Plasma protein concentrations determined using immunoassay and antibody microarray analysis (40) versus normalized spectral counts from the Human Plasma Non-glyco PeptideAtlas, plotted on a log scale. Each small square represents a protein found in both sources. Hollow squares represent proteins that were excluded when drawing the trend line (either depleted (albumin) or fewer than four spectrum counts). The line segments above and below the trend line are fit to the standard deviation of the y axis values computed at intervals of 0.1 (log scale). The arrows on the left represent proteins with reported concentrations in (40) but no spectrum counts.

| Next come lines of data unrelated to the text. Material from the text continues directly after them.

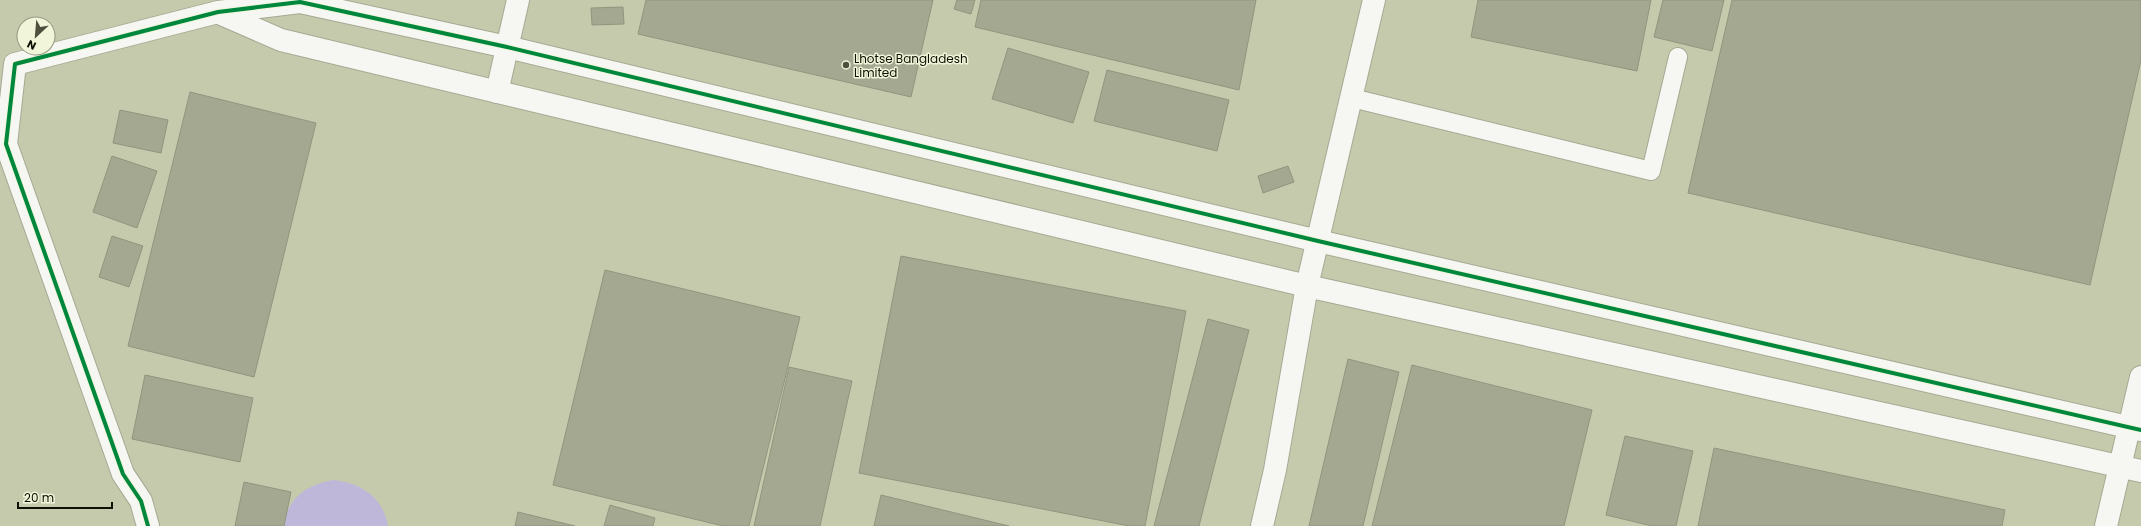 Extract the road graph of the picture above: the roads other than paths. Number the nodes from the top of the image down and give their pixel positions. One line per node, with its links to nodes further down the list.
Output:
1 (518, 0): 4 (street)
2 (1374, 0): 7 (street)
3 (218, 12): 4 (street); 6 (street); 14 (street)
4 (507, 46): 6 (street); 8 (street)
5 (1678, 57): 7 (lane)
6 (497, 92): 9 (street)
7 (1352, 98): 8 (street)
8 (1318, 241): 9 (street); 11 (street)
9 (1307, 286): 12 (street); 15 (street)
10 (2141, 376): 11 (street)
11 (2135, 428): 12 (street)
12 (2120, 466): 13 (street); 16 (street)
13 (2141, 470)
14 (148, 526)
15 (1262, 526)
16 (2106, 526) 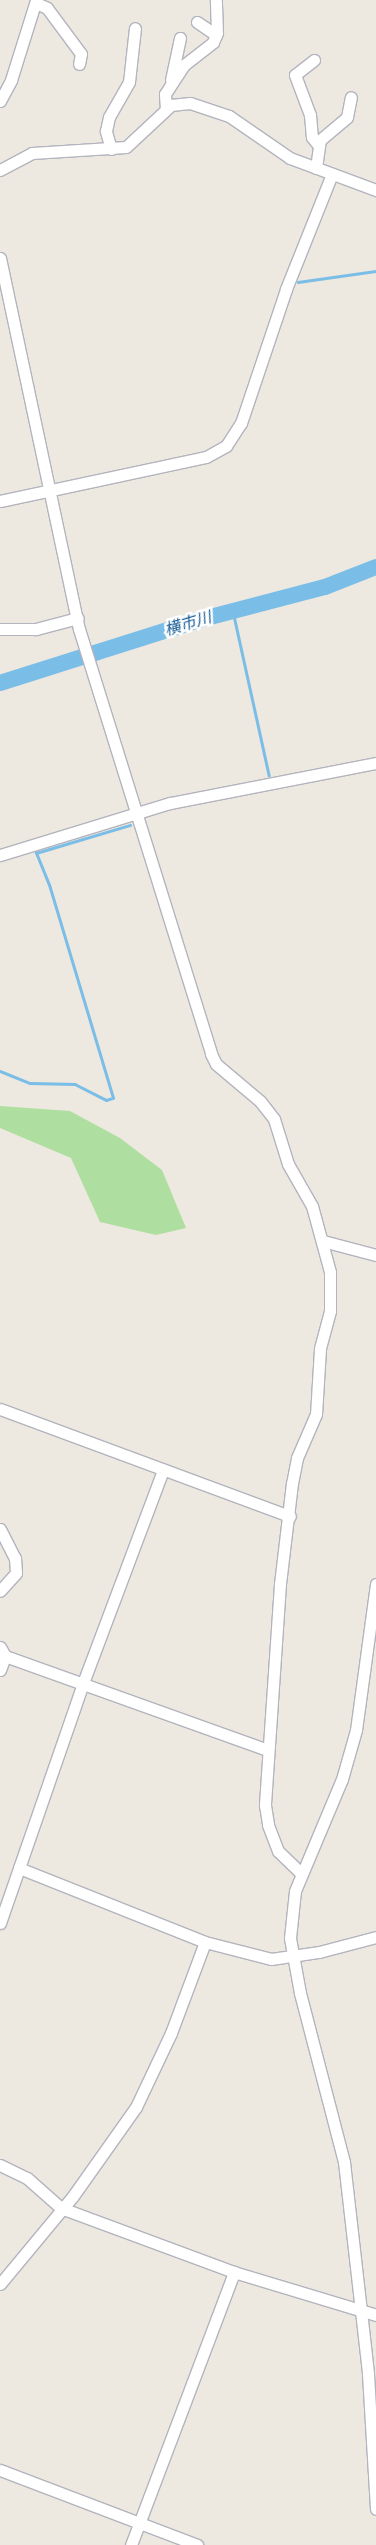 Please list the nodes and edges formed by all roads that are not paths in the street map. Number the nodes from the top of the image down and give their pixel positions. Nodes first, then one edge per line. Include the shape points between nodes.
1 (216, 0) edge
2 (36, 2) edge
3 (197, 22) dead end
4 (135, 28) dead end
5 (216, 35) junction
6 (180, 38) dead end
7 (314, 60) dead end
8 (79, 64) dead end
9 (170, 86) junction
10 (351, 97) dead end
11 (0, 101) edge
12 (166, 109) junction
13 (319, 146) junction
14 (111, 149) junction
15 (316, 168) junction
16 (0, 170) edge
17 (332, 174) junction
18 (376, 190) edge
19 (0, 258) edge
20 (51, 490) junction
21 (0, 501) edge
22 (79, 623) junction
23 (0, 629) edge
24 (376, 763) edge
25 (136, 814) junction
26 (0, 855) edge
27 (323, 1241) junction
28 (376, 1255) edge
29 (0, 1409) edge
30 (163, 1470) junction
31 (290, 1516) junction
32 (0, 1529) edge
33 (376, 1584) edge
34 (0, 1591) edge
35 (3, 1651) edge
36 (0, 1670) edge
37 (84, 1683) junction
38 (268, 1750) junction
39 (19, 1868) junction
40 (301, 1873) junction
41 (0, 1923) edge
42 (376, 1937) edge
43 (205, 1942) junction
44 (292, 1957) junction
45 (0, 2165) edge
46 (62, 2208) junction
47 (234, 2272) junction
48 (0, 2284) edge
49 (361, 2310) junction
50 (376, 2315) edge
51 (0, 2470) edge
52 (376, 2509) edge
53 (138, 2524) junction
54 (130, 2545) edge
55 (197, 2545) edge

1 - 5 street
2 - 8 street via 47,8 82,54
2 - 11 street via 12,80
3 - 5 street
4 - 14 street via 129,82 109,117 106,131
5 - 9 street via 204,52 184,65
6 - 9 street
7 - 13 street via 295,75 310,115 312,136
9 - 12 street via 164,94
10 - 13 street via 347,118 320,140
12 - 14 street via 126,147
12 - 15 street via 171,105 190,103 209,107 229,116 279,152
13 - 15 street
14 - 16 street via 32,153
15 - 17 street
17 - 18 street
17 - 20 street via 286,289 241,423 226,446 206,457
19 - 20 street
20 - 21 street
20 - 22 street
22 - 23 street via 36,629
22 - 25 street
24 - 25 street via 170,803
25 - 26 street
25 - 27 street via 211,1054 216,1064 260,1101 274,1119 288,1164 312,1206
27 - 28 street
27 - 31 street via 330,1272 330,1311 320,1349 316,1414 294,1469
29 - 30 street
30 - 31 street
30 - 37 street
31 - 38 street via 280,1584
32 - 34 street via 15,1558 16,1573
33 - 40 street via 354,1737 342,1779
35 - 36 street
35 - 37 street
37 - 38 street
37 - 39 street
38 - 40 street via 265,1805 268,1825 278,1851
39 - 41 street
39 - 43 street
40 - 44 street via 291,1906
42 - 44 street
43 - 44 street via 271,1959
43 - 46 street via 148,2086
44 - 49 street via 338,2132
45 - 46 street via 27,2178
46 - 47 street
46 - 48 street
47 - 49 street
47 - 53 street
49 - 50 street
49 - 52 street
51 - 53 street
53 - 54 street
53 - 55 street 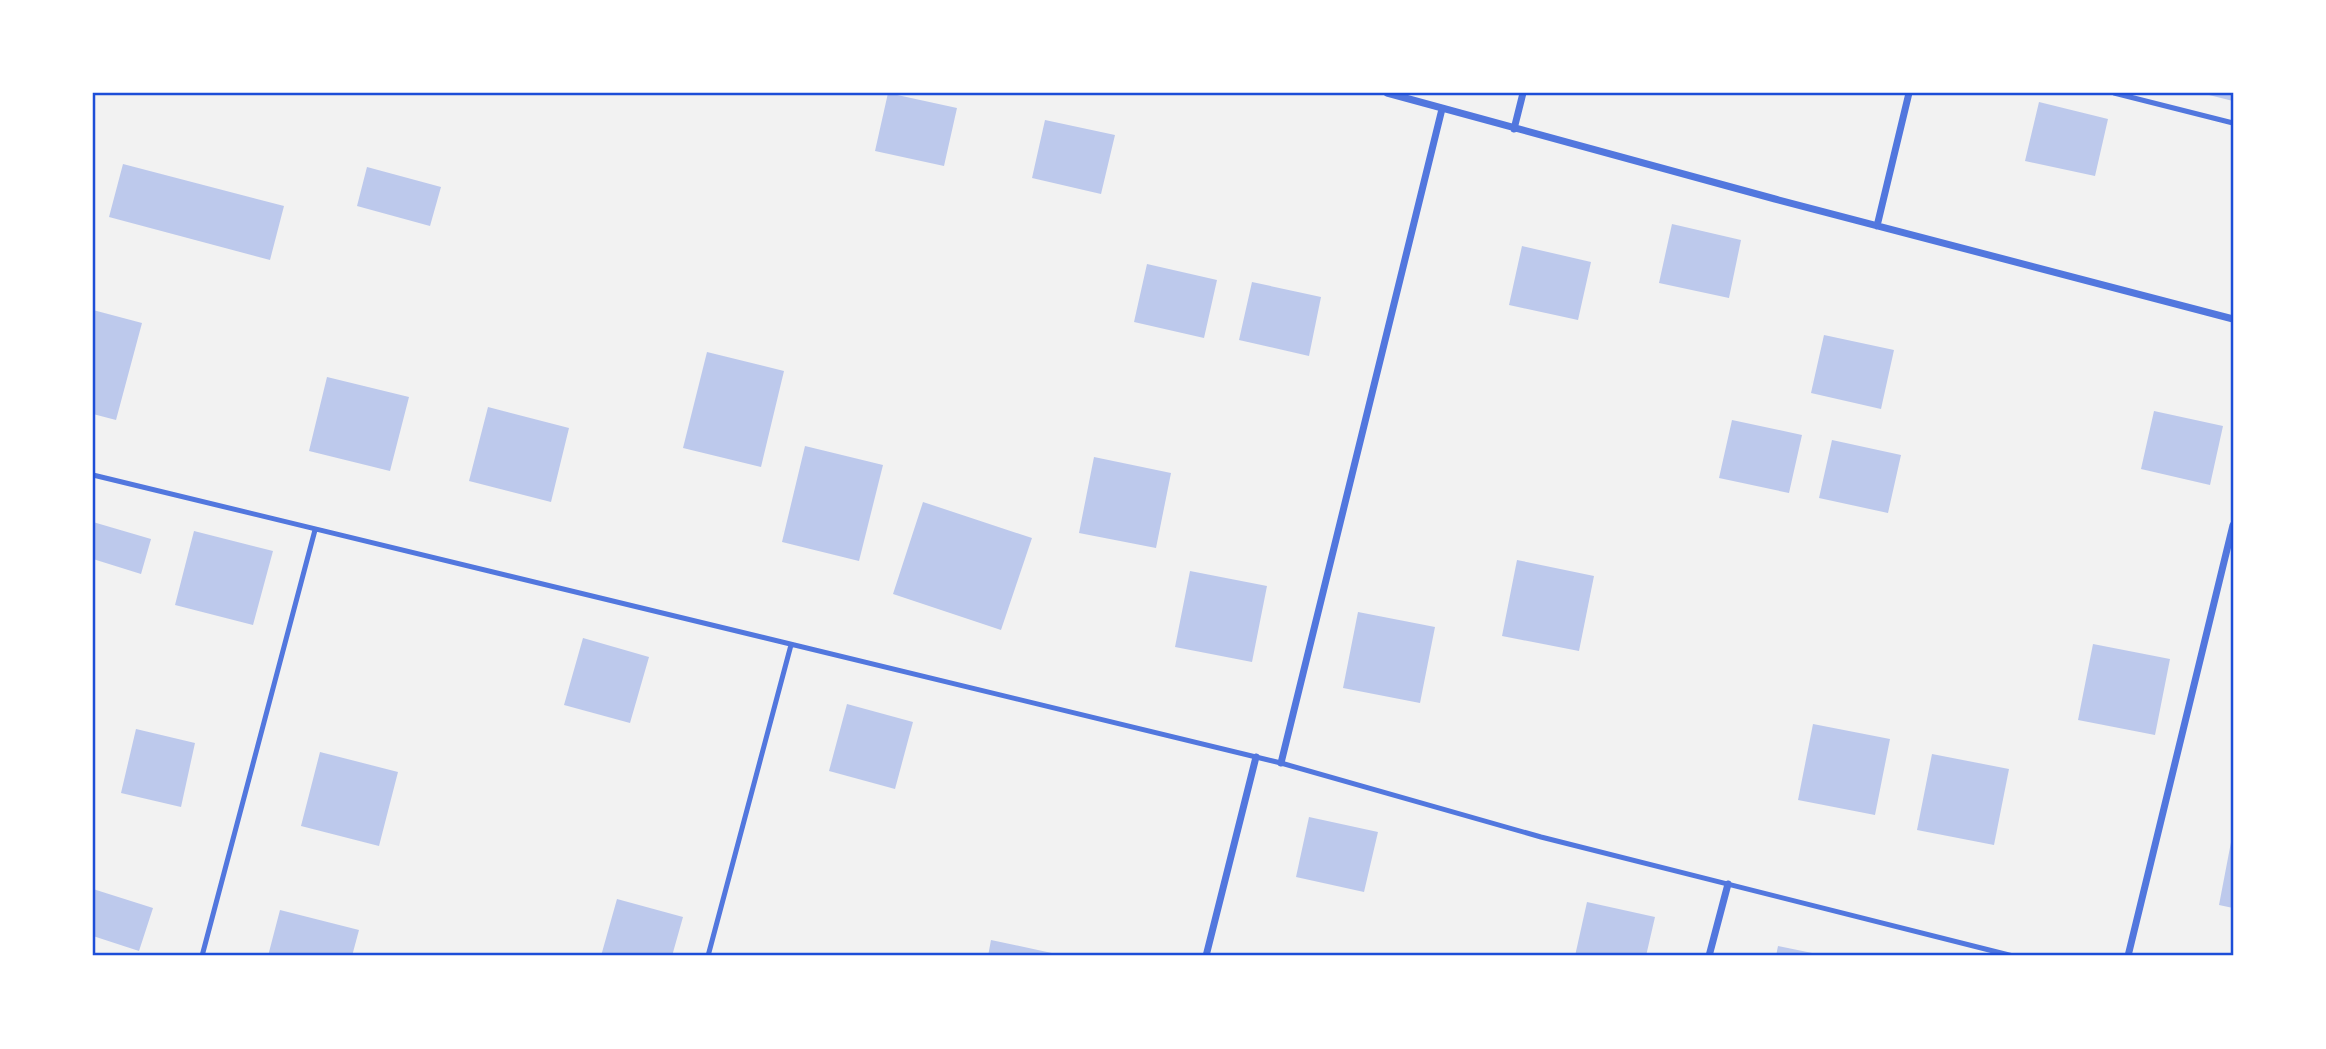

The histogram at the right depicts an estimate of the completeness of the Human Plasma Non-glyco PeptideAtlas as a function of concentration, calculated as the number of points divided by the total number of points and arrows within each decade. See supplemental Fig. S2, for N-Glyco atlas.

Fig. 4.

Proteins identified by each experiment. Each bar represents one of the 91 experiments, ordered as in supplemental Table S4. Height of dark bar = canonical protein sequences identified per experiment; total height (dark + light) = cumulative tally; width of bar = PSM count. See supplemental Fig. S5, for a similar graph of distinct peptides.